------ MATERIAL PROVIDED

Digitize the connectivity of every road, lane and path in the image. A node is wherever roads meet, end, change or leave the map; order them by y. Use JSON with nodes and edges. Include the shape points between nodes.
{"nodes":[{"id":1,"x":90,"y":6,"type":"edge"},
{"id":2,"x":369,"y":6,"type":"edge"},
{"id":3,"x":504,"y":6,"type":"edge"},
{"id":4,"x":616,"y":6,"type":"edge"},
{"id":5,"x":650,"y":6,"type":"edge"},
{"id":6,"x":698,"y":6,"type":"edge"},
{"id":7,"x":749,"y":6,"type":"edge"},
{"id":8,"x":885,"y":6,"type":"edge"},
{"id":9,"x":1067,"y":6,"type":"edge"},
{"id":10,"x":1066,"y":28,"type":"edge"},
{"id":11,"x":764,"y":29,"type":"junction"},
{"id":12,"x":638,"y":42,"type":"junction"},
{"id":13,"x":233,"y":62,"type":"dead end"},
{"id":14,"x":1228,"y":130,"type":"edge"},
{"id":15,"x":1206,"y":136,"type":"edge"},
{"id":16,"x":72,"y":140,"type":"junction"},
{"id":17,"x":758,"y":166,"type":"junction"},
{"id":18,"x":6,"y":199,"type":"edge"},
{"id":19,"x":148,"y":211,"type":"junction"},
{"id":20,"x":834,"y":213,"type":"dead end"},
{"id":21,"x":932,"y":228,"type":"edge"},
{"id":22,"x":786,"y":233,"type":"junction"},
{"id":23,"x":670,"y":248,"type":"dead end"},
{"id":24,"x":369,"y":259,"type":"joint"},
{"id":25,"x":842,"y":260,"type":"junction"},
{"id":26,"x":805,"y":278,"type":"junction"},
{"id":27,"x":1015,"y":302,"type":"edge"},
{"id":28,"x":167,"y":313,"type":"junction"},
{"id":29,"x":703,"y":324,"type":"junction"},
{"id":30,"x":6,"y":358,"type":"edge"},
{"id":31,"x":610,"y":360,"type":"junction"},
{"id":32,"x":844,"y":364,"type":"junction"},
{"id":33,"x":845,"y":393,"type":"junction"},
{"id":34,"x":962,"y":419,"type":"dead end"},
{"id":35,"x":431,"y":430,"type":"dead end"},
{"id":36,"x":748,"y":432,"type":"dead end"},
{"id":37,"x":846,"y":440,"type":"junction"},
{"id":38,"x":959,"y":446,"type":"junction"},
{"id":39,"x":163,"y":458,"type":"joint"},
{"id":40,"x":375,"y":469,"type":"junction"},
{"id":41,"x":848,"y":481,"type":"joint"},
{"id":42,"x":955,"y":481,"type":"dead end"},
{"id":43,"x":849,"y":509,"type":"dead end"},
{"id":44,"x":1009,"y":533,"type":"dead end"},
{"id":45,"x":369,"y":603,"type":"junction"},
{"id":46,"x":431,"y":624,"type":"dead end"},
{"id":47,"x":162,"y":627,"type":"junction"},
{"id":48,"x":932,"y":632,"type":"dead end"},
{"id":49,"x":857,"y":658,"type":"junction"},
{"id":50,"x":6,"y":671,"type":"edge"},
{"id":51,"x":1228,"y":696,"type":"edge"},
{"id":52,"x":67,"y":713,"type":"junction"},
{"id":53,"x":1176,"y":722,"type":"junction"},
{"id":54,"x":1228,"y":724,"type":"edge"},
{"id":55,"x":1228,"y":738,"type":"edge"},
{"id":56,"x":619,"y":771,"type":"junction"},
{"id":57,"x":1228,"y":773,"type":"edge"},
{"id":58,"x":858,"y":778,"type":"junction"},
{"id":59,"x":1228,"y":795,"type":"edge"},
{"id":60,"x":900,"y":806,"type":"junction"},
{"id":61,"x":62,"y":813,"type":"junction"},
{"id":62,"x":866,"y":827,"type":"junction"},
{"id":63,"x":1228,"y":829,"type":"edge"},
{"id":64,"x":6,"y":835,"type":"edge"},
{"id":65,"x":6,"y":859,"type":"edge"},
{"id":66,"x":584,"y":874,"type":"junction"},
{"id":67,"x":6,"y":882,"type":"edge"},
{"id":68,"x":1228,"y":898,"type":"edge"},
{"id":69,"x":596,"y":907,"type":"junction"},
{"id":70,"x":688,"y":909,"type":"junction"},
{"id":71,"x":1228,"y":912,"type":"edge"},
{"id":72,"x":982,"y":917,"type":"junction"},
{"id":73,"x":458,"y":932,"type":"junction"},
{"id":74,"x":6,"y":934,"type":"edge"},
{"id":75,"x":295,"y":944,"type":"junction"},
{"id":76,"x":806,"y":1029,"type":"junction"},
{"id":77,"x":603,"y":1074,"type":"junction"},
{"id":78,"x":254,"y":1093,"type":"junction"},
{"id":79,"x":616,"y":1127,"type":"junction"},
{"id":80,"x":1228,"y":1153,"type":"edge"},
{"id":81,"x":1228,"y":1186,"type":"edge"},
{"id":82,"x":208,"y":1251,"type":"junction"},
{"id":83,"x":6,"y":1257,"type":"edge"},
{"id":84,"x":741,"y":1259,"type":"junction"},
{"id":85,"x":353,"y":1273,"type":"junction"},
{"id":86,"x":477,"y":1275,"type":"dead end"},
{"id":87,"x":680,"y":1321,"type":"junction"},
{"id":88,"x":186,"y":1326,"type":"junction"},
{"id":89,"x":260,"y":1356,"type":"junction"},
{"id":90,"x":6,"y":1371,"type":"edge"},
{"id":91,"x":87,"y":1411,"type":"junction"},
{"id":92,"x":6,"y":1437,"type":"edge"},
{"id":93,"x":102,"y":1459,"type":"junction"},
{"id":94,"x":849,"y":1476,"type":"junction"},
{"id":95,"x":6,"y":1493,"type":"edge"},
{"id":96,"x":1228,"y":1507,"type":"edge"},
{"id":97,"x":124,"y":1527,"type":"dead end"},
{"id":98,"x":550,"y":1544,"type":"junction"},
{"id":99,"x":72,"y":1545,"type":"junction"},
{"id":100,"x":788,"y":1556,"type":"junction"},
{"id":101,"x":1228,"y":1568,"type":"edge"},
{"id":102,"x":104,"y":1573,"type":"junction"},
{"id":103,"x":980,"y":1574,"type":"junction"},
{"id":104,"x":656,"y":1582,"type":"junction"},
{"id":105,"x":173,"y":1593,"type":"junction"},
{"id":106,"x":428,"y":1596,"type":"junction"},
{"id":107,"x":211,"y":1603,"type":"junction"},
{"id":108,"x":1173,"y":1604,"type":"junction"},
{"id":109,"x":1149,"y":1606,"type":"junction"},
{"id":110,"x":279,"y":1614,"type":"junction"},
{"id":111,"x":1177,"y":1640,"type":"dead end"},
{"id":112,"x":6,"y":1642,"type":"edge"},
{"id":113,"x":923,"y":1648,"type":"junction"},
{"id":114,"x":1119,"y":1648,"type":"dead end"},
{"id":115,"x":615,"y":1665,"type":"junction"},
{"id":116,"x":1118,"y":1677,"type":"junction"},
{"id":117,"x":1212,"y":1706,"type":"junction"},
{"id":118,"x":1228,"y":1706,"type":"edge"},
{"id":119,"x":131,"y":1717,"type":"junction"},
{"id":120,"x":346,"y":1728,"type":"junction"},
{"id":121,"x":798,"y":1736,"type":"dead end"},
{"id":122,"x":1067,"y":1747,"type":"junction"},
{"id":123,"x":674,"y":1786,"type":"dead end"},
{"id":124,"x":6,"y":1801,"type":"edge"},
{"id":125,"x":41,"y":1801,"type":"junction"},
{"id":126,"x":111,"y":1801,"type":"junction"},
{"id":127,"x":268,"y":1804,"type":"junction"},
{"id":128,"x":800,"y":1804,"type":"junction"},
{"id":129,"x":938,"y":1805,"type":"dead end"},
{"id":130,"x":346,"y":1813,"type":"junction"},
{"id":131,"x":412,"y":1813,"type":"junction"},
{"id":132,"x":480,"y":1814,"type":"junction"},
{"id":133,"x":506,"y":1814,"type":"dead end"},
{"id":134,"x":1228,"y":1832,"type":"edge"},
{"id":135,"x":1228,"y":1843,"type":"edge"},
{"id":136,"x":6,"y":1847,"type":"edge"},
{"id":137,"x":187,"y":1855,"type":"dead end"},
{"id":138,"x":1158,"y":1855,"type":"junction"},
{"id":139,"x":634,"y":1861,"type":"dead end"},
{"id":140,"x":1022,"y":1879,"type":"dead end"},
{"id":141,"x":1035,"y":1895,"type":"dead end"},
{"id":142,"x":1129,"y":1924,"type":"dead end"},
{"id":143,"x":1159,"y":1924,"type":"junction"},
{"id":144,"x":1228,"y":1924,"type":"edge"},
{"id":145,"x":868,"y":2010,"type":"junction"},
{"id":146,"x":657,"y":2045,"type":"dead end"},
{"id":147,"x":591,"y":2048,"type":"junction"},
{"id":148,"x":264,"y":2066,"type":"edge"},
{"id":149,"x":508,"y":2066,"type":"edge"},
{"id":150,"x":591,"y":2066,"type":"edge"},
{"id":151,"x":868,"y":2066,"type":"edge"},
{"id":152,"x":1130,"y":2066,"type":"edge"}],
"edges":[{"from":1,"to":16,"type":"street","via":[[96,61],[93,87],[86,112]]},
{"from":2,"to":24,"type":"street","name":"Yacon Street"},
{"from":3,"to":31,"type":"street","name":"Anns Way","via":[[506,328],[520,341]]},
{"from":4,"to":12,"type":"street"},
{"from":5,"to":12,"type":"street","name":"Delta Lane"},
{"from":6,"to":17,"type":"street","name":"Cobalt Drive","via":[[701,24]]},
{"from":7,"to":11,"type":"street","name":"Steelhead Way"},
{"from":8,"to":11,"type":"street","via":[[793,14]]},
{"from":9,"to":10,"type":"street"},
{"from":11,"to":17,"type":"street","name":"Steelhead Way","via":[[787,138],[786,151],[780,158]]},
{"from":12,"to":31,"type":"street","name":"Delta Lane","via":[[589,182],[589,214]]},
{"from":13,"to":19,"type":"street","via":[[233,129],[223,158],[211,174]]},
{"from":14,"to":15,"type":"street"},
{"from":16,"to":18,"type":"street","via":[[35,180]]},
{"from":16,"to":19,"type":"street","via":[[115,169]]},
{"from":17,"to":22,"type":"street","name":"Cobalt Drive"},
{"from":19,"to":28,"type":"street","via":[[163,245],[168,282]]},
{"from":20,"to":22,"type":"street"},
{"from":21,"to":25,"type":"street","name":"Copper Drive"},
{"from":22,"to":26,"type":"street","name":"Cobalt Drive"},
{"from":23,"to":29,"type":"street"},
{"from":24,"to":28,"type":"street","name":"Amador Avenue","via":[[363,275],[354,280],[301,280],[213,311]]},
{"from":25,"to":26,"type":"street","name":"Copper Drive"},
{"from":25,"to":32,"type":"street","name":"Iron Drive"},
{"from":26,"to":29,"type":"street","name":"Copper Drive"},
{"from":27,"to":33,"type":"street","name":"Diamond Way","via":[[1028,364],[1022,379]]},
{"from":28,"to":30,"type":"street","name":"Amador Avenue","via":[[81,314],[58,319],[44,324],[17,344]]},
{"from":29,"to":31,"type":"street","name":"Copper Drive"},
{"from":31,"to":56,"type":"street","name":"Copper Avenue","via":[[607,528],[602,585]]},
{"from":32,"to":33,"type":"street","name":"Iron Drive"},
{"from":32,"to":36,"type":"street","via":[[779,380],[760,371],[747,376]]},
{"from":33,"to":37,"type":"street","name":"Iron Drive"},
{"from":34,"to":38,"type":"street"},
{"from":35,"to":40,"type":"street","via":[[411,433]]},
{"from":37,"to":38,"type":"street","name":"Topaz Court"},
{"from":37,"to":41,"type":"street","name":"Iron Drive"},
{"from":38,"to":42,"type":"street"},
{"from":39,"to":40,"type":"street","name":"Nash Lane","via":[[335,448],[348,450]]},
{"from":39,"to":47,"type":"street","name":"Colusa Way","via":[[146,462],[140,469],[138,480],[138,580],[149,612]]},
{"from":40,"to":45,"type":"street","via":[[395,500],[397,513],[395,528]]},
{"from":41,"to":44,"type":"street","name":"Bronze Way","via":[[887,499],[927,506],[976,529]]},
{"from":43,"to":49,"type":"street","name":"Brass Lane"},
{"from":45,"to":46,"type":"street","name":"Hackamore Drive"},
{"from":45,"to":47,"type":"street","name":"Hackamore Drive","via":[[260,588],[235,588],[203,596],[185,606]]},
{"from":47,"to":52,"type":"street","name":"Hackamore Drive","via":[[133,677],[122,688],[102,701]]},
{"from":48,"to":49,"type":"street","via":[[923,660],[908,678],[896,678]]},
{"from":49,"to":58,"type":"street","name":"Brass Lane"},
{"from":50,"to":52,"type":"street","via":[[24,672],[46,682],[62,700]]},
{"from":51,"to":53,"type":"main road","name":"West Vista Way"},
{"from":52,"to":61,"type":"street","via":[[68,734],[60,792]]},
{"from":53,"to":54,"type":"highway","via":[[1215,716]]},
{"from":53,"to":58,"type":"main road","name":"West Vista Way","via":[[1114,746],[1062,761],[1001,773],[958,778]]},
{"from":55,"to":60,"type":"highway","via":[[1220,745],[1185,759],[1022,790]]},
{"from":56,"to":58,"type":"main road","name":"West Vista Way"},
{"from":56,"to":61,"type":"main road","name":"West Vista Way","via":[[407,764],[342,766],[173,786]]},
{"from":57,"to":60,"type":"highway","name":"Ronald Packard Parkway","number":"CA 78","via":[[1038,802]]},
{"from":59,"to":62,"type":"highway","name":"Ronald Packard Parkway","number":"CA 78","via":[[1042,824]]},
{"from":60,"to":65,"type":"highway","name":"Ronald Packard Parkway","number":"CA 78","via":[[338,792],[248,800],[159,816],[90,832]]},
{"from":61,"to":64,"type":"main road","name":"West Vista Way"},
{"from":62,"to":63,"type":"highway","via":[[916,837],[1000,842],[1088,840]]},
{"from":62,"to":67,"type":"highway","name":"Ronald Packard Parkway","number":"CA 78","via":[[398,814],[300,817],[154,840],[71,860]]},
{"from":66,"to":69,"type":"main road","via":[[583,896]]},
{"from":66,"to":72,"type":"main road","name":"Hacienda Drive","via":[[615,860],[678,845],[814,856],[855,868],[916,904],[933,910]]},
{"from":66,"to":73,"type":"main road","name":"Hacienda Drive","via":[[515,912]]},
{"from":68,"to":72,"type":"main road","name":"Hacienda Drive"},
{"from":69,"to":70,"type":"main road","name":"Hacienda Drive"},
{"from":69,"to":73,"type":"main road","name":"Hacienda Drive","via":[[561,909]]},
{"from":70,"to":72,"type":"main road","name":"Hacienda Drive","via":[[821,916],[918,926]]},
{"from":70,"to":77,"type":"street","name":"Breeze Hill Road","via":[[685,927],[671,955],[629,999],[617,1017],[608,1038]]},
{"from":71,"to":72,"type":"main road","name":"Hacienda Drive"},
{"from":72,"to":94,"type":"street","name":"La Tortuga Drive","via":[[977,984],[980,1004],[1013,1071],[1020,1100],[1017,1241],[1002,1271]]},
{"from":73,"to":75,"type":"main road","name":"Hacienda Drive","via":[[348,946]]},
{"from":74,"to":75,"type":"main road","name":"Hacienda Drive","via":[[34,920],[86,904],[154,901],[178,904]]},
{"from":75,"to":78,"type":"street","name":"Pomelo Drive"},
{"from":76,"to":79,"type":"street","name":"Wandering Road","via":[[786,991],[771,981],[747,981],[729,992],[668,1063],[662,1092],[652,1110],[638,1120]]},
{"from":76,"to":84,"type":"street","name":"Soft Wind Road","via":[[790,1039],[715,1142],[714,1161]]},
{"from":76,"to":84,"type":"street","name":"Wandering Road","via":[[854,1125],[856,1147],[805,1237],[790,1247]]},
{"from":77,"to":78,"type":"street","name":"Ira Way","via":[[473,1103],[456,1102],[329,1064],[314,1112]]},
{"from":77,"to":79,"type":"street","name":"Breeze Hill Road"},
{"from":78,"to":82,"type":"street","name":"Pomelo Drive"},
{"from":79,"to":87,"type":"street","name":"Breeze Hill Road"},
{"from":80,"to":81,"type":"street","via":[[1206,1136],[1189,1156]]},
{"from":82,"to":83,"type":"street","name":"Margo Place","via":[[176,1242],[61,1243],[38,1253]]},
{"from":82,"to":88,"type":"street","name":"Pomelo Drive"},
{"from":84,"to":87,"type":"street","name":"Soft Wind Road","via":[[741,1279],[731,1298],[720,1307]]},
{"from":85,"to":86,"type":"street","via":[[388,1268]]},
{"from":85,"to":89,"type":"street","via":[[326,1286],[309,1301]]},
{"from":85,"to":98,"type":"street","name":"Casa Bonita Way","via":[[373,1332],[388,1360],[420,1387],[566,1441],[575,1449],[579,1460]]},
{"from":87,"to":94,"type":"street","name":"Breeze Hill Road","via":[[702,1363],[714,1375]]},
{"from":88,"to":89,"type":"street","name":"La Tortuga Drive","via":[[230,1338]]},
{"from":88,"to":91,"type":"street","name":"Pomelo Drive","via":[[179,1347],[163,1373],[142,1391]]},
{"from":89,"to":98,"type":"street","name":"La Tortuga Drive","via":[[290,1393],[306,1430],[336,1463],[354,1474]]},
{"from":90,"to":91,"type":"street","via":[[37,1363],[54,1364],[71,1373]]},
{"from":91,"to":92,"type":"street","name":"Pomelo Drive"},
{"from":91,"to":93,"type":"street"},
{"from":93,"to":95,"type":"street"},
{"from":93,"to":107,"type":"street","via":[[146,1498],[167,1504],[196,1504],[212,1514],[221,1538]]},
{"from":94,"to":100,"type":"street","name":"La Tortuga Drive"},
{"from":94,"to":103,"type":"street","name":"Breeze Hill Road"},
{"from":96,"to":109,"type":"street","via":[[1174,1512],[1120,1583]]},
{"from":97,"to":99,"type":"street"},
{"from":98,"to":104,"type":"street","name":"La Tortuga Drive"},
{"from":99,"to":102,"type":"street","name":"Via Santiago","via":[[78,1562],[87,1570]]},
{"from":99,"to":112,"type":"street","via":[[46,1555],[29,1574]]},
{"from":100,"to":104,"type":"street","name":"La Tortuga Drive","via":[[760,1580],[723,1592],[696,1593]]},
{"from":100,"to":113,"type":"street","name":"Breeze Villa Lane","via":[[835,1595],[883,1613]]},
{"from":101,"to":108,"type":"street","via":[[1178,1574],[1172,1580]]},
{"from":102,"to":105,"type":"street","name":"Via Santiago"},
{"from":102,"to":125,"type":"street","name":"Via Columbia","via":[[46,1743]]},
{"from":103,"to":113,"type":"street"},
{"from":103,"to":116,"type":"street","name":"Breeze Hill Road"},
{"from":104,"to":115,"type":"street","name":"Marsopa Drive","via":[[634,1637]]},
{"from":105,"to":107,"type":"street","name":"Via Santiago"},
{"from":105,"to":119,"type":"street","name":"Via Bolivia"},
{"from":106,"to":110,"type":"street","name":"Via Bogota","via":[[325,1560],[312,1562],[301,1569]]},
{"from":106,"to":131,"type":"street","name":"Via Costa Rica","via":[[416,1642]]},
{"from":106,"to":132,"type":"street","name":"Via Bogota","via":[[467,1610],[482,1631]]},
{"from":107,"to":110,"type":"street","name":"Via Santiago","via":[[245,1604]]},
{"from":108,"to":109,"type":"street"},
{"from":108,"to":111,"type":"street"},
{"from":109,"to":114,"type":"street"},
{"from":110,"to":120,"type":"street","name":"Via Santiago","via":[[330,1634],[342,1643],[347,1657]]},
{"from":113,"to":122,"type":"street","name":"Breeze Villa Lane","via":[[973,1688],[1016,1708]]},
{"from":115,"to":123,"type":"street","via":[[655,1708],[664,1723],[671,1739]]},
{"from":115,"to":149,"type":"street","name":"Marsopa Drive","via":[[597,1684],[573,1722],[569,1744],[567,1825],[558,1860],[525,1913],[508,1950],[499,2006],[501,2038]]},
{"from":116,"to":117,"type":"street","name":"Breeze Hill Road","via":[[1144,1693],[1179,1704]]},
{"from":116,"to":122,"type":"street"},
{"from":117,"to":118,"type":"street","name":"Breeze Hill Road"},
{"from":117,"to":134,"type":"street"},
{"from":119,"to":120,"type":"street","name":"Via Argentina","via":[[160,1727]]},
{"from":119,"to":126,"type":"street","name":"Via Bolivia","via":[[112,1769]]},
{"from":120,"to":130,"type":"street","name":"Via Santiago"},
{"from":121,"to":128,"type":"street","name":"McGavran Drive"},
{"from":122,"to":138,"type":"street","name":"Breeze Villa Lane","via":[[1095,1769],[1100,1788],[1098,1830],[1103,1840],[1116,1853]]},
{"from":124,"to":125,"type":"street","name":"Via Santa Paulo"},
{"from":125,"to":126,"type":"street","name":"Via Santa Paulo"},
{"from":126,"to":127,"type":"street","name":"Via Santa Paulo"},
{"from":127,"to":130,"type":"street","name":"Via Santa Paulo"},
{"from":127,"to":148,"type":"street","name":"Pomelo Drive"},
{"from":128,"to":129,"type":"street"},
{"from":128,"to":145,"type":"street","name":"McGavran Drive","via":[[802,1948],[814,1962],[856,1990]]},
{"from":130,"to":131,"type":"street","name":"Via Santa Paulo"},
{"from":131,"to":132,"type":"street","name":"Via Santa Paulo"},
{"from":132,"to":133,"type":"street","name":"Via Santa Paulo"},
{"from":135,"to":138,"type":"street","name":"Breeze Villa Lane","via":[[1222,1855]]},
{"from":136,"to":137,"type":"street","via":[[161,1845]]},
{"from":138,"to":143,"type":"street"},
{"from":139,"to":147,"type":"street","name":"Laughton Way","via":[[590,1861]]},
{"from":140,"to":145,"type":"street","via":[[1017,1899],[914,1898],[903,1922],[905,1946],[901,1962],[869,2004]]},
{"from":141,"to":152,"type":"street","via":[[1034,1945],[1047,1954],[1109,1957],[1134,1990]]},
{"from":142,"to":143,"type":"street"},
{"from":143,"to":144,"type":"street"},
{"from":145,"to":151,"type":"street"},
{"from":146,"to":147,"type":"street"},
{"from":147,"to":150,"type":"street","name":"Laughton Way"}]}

------------

> WORK INSTRUCTION: Determine, please, how many lines hold "Hackamore" in the records, and give that number by itself.

> PROBLEM SOLUTION: 3